Chronic administration of nicotinic acid (NA) has been shown to cause a deterioration in glycemic control in diabetic patients (1,2). Acute use of NA inhibits lipolysis in adipose tissue suppressing circulating nonesterfied fatty acid (NEFA) levels. Once the effect of NA abates, NEFA levels increase above baseline (3). According to the Randle cycle hypothesis, when NEFA availability increases, NEFA oxidation occurs at the expense of glucose oxidation with a resultant reduction in glucose uptake by skeletal muscle and an increase in blood glucose levels (4).
Some patients with type 1 diabetes have frequent and often unpredictable hypoglycemic episodes. We hypothesized that the addition of regular oral NA to deliberately induce insulin resistance and increase blood glucose levels would result in an increase in insulin requirements and reduce the propensity to severe hypoglycemia. We report the cases of two patients with long-standing poorly controlled diabetes in whom NA has been used to decrease the occurrence of hypoglycemic episodes. Both patients understood and agreed to the use of NA in an experimental fashion.

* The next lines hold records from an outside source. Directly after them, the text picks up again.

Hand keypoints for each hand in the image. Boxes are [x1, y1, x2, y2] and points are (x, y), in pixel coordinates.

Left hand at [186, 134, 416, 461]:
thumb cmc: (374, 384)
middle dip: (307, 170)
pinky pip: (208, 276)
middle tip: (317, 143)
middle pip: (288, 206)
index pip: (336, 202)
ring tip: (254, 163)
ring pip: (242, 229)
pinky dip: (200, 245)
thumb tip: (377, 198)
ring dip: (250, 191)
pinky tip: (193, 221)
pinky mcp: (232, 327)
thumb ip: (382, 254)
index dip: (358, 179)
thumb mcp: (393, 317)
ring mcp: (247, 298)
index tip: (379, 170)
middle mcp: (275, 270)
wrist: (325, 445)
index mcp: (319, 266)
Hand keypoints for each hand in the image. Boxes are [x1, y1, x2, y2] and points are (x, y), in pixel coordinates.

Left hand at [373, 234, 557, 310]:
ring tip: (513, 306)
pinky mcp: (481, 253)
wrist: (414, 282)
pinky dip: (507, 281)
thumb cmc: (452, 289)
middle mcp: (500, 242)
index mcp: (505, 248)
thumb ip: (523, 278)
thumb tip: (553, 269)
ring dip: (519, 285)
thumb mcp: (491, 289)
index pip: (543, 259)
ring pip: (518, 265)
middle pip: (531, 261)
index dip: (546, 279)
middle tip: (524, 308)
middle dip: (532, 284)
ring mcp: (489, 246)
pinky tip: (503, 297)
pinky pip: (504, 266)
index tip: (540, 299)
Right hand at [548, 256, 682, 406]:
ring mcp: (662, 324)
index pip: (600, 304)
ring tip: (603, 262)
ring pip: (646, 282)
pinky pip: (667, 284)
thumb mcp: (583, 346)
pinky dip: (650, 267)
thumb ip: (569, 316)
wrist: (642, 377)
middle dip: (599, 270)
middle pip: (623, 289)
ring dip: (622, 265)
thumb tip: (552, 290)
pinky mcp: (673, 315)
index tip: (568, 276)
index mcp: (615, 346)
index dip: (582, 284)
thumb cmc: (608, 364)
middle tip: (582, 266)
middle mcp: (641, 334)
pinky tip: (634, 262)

A 49-year-old woman with a 30-year history of type 1 diabetes complicated by a painful peripheral neuropathy and autonomic neuropathy (gastroparesis and chronic constipation) reported a long-standing history of erratic blood glucose control and daily hypoglycemic episodes interspersed with marked hyperglycemia. Her insulin requirments were 30–35 U daily. Following an addition of 1.25 g NA daily, insulin requirments increased to 70–75 U daily. There was a more predictable pattern to her glucose levels; the patient felt better and reported a reduction in hypoglycemic episodes to less than once a week. After several months, the patient withdrew from use of NA because of recurrent nausea and vomiting. Blood glucose control again became erratic with more frequent hypoglycemic episodes. Insulin requirements returned to 30–35 U per day. The patient recommenced NA at 1.25 g daily with subsequent improvement in the rate of hypoglycemic episodes and an increase in her insulin requirements.

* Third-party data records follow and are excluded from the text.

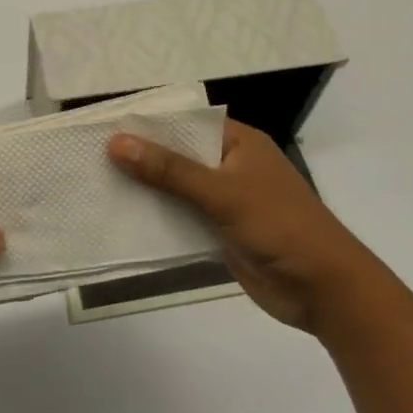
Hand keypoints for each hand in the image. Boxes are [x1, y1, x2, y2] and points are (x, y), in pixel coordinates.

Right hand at [108, 120, 370, 332]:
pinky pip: (181, 218)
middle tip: (89, 155)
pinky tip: (121, 218)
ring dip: (145, 189)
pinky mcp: (219, 232)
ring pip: (176, 188)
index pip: (186, 122)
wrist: (323, 290)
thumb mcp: (223, 193)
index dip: (148, 123)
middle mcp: (230, 166)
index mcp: (239, 142)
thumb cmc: (280, 227)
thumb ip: (170, 170)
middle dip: (140, 157)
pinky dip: (156, 218)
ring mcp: (225, 200)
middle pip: (177, 155)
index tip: (104, 125)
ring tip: (95, 183)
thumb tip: (117, 143)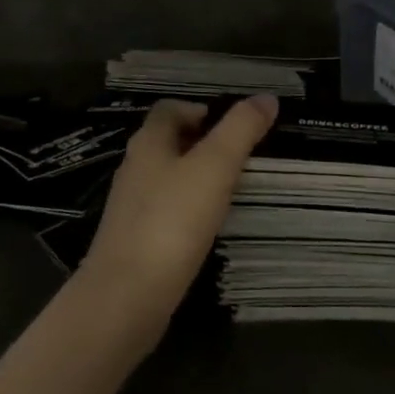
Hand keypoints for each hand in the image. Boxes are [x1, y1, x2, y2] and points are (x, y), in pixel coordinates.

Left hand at [76, 95, 278, 340]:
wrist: (127, 297)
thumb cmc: (172, 221)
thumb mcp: (214, 167)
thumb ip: (240, 130)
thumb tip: (267, 97)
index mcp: (148, 143)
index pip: (170, 109)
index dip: (201, 109)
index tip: (235, 126)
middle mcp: (135, 169)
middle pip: (169, 142)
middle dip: (203, 143)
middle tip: (242, 156)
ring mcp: (131, 207)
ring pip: (167, 178)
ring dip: (196, 177)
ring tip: (233, 189)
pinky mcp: (135, 241)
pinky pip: (166, 212)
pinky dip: (188, 210)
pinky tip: (209, 227)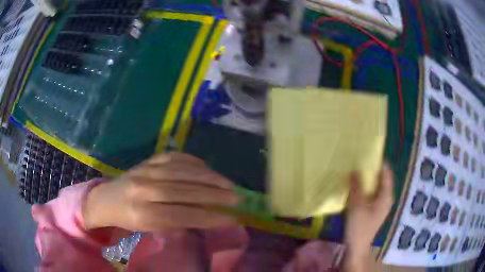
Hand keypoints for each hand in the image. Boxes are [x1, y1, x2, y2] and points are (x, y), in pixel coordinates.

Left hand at [83, 152, 238, 230]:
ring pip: (183, 171)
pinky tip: (207, 168)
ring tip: (229, 184)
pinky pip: (175, 157)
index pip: (183, 215)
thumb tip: (206, 218)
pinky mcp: (148, 159)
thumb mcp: (150, 230)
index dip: (210, 217)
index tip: (232, 218)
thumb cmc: (129, 219)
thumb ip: (176, 225)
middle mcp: (144, 189)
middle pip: (186, 191)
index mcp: (143, 213)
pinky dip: (194, 161)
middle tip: (238, 198)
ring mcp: (146, 170)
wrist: (107, 198)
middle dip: (216, 195)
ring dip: (210, 177)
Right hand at [343, 163, 393, 269]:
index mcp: (386, 195)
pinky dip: (366, 188)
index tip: (368, 153)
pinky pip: (372, 193)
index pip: (386, 173)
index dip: (380, 162)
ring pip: (376, 186)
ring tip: (356, 171)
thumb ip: (357, 187)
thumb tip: (354, 170)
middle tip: (360, 161)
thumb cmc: (360, 227)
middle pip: (382, 178)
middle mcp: (386, 198)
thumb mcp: (357, 205)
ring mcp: (381, 204)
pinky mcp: (374, 210)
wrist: (357, 247)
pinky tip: (356, 187)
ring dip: (368, 179)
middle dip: (372, 170)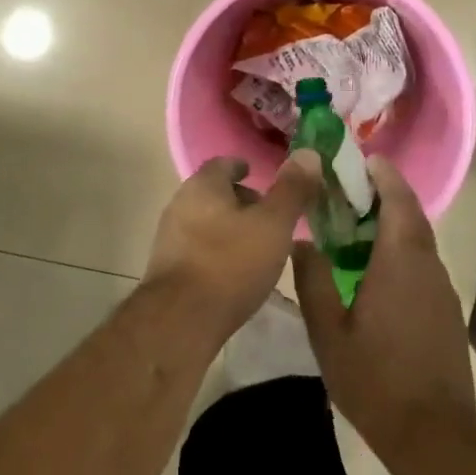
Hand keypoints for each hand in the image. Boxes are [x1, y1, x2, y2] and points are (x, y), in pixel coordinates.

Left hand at [145, 152, 321, 342]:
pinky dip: (217, 251)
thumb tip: (308, 153)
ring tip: (257, 246)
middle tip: (268, 216)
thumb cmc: (231, 264)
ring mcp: (169, 237)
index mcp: (203, 185)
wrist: (180, 321)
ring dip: (228, 228)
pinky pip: (197, 248)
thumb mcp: (273, 225)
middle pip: (213, 193)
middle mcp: (180, 203)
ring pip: (205, 221)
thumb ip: (292, 190)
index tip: (261, 178)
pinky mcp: (167, 268)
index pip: (224, 164)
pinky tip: (235, 272)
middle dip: (240, 200)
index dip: (244, 168)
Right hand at [293, 155, 475, 469]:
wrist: (434, 437)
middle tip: (347, 191)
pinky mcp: (445, 312)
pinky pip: (423, 265)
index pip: (399, 199)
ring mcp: (442, 290)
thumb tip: (302, 241)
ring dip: (392, 224)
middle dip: (384, 195)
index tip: (361, 160)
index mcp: (401, 260)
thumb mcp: (328, 330)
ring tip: (354, 227)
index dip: (383, 174)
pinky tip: (374, 271)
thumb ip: (312, 279)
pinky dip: (400, 251)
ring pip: (418, 240)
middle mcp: (428, 266)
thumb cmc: (375, 379)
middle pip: (411, 215)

A 46-year-old woman with secondary diabetes resulting from chronic pancreatitis also suffered from recurring major hypoglycemic episodes. In addition to having chronic low back pain and coronary artery disease, she had exocrine pancreatic insufficiency that required the use of pancreatic enzymes, and she used methadone for the management of chronic narcotic dependency. The introduction of NA at 1.5 g daily did not change her insulin requirements but did cause a reduction in the reported frequency of major and minor hypoglycemic episodes.

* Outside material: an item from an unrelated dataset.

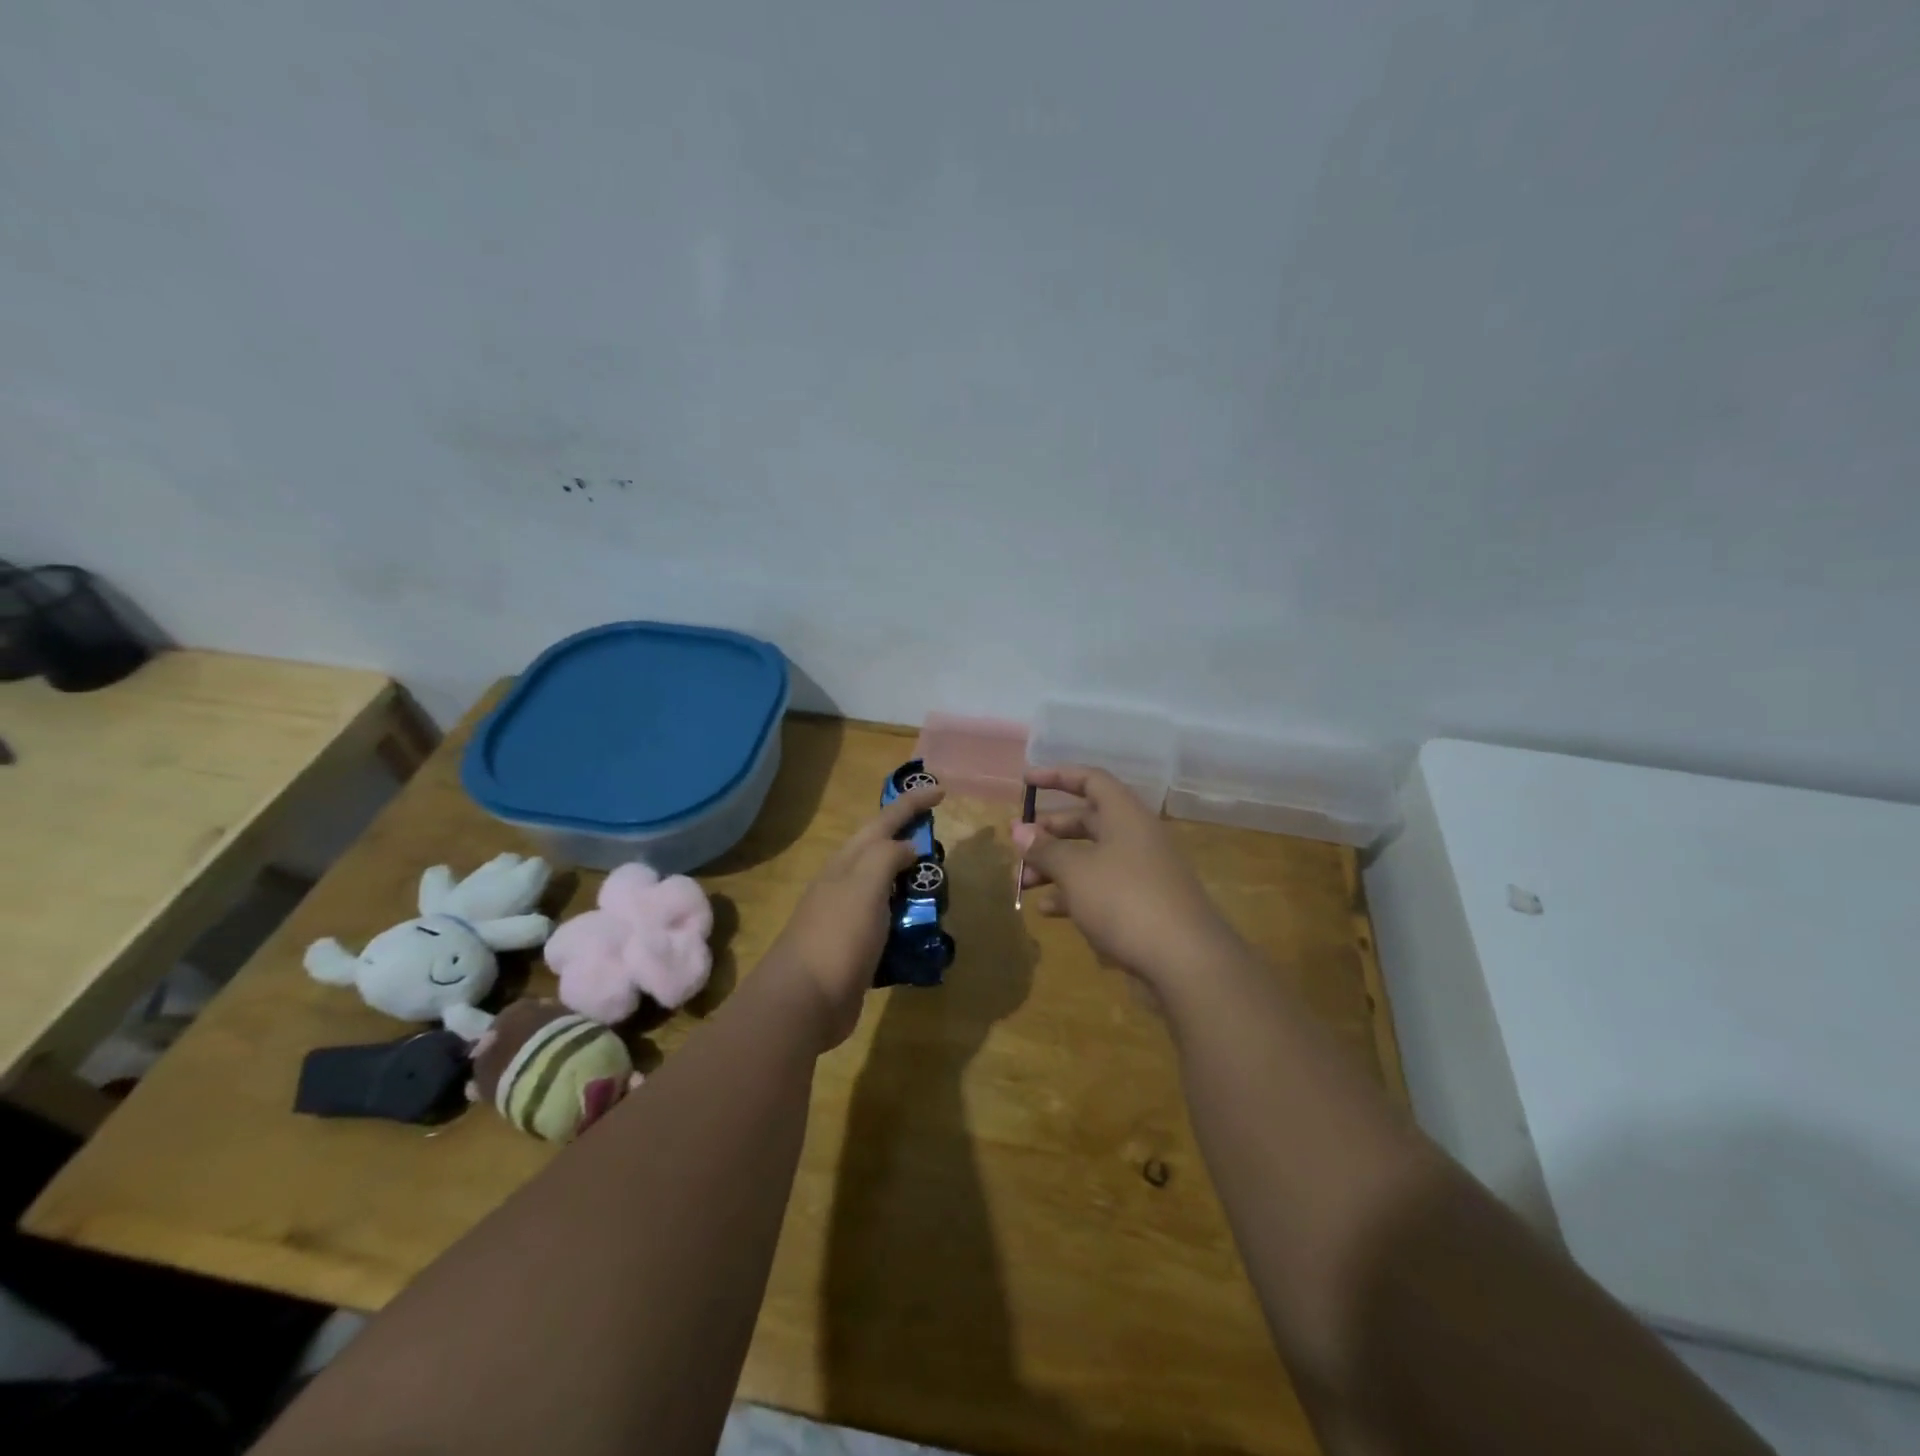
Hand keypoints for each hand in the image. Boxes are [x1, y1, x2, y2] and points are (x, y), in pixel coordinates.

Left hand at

The problems encountered by these two patients occur in a small number of patients with long-standing diabetes. Other potential causes of severe recurrent hypoglycemia were excluded, such as hypothyroidism, adrenal insufficiency, and celiac disease. Attempts to regulate blood glucose control through strict control of diet, physical activity, and changes to insulin regimens (including the use of lispro insulin and a return to bovine insulin) all failed to provide relief from symptoms. Both patients benefited from a reduced rate of hypoglycemia, and in the first patient there was an increase in insulin requirements. The malabsorption syndrome in the second patient may have had an impact on her response to the treatment.
We feel that NA therapy as a preventative treatment of recurrent hypoglycemia warrants further investigation in a larger group of patients with a formal randomized controlled trial.